**Instructions for the task**
So that nothing is lost, restate each entry exactly as supplied.

(Stored data entries)
*** Begin section ***

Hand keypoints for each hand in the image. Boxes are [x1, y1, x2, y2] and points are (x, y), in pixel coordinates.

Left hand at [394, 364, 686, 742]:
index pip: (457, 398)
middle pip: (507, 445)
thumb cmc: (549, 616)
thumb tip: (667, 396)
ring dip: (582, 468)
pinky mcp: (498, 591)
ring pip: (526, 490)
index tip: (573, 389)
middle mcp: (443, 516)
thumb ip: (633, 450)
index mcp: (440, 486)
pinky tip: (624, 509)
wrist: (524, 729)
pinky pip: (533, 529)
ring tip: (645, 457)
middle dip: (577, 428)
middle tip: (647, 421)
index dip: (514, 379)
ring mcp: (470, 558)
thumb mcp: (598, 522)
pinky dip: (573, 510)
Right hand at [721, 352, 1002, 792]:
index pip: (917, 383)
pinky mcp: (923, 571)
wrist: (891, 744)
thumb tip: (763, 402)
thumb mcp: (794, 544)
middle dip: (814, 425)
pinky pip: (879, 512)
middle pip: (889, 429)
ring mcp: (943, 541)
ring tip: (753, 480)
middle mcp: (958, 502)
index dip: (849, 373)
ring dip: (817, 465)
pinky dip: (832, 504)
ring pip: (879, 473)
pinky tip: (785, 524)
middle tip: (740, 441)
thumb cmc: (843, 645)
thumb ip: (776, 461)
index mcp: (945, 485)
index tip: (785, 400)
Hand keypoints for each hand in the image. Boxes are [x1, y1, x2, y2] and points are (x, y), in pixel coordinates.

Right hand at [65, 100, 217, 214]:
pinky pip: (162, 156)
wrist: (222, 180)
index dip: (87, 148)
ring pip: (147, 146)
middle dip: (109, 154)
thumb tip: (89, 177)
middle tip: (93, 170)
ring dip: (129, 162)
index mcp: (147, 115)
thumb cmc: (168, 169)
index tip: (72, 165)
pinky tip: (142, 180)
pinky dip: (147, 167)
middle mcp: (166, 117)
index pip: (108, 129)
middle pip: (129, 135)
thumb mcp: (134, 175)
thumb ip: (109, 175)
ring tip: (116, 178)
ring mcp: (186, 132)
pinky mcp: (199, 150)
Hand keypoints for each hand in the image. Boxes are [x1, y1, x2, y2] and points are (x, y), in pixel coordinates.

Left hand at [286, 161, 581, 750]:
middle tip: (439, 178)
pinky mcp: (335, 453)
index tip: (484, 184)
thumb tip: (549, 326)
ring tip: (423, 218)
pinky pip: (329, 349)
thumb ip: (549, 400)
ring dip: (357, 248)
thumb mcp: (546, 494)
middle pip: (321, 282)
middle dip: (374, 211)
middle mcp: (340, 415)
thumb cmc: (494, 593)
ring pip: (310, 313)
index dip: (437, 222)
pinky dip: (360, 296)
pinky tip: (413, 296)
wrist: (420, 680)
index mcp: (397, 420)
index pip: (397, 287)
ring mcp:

*** End section ***

**Exercise output**
Hand keypoints for each hand in the image. Boxes are [x1, y1, x2, y2] and points are (x, y), in pixel coordinates.

Left hand at [394, 364, 686, 742]:
index pip: (457, 398)
middle pip: (507, 445)
thumb cmc: (549, 616)
thumb tip: (667, 396)
ring dip: (582, 468)
pinky mcp: (498, 591)
ring pip: (526, 490)
index tip: (573, 389)
middle mcp: (443, 516)
thumb ip: (633, 450)
index mcp: (440, 486)
pinky tip: (624, 509)
wrist: (524, 729)
pinky pip: (533, 529)
ring tip: (645, 457)
middle dip: (577, 428)
middle tip: (647, 421)
index dip: (514, 379)
ring mcp: (470, 558)
thumb mcp: (598, 522)
pinky dip: (573, 510)
Right hand at [721, 352, 1002, 792]:
index pip: (917, 383)
pinky mcp: (923, 571)
wrist: (891, 744)
thumb tip: (763, 402)
thumb mcp: (794, 544)
middle dip: (814, 425)
pinky pip: (879, 512)
middle pip: (889, 429)
ring mcp: (943, 541)
ring tip: (753, 480)
middle mcp: (958, 502)
index dip: (849, 373)
ring dip: (817, 465)
pinky dip: (832, 504)
ring pip: (879, 473)
pinky tip: (785, 524)
middle tip: (740, 441)
thumb cmc: (843, 645)
thumb ip: (776, 461)
index mcp: (945, 485)
index tip: (785, 400)
Hand keypoints for each hand in the image. Boxes are [x1, y1, x2, y2] and points are (x, y), in pixel coordinates.

Right hand at [65, 100, 217, 214]:
pinky pip: (162, 156)
wrist: (222, 180)
index dip: (87, 148)
ring pip: (147, 146)
middle dip: (109, 154)
thumb tip: (89, 177)
middle tip: (93, 170)
ring dip: (129, 162)
index mcp: (147, 115)
thumb cmc: (168, 169)
index tip: (72, 165)
pinky tip: (142, 180)
pinky dip: (147, 167)
middle mcp: (166, 117)
index pip: (108, 129)
middle pip: (129, 135)
thumb mcp: (134, 175)
thumb ip: (109, 175)
ring tip: (116, 178)
ring mcp: (186, 132)
pinky mcp: (199, 150)
Hand keypoints for each hand in the image. Boxes are [x1, y1, x2, y2] and points are (x, y), in pixel coordinates.

Left hand at [286, 161, 581, 750]:
middle tip: (439, 178)
pinky mcp: (335, 453)
index tip: (484, 184)
thumb tip: (549, 326)
ring tip: (423, 218)
pinky pip: (329, 349)
thumb ip: (549, 400)
ring dip: (357, 248)
thumb mcp: (546, 494)
middle pip: (321, 282)
middle dip: (374, 211)
middle mcp: (340, 415)
thumb cmc: (494, 593)
ring pip: (310, 313)
index dip: (437, 222)
pinky dip: (360, 296)
pinky tip: (413, 296)
wrist: (420, 680)
index mcp: (397, 420)
index pip: (397, 287)
ring mcp:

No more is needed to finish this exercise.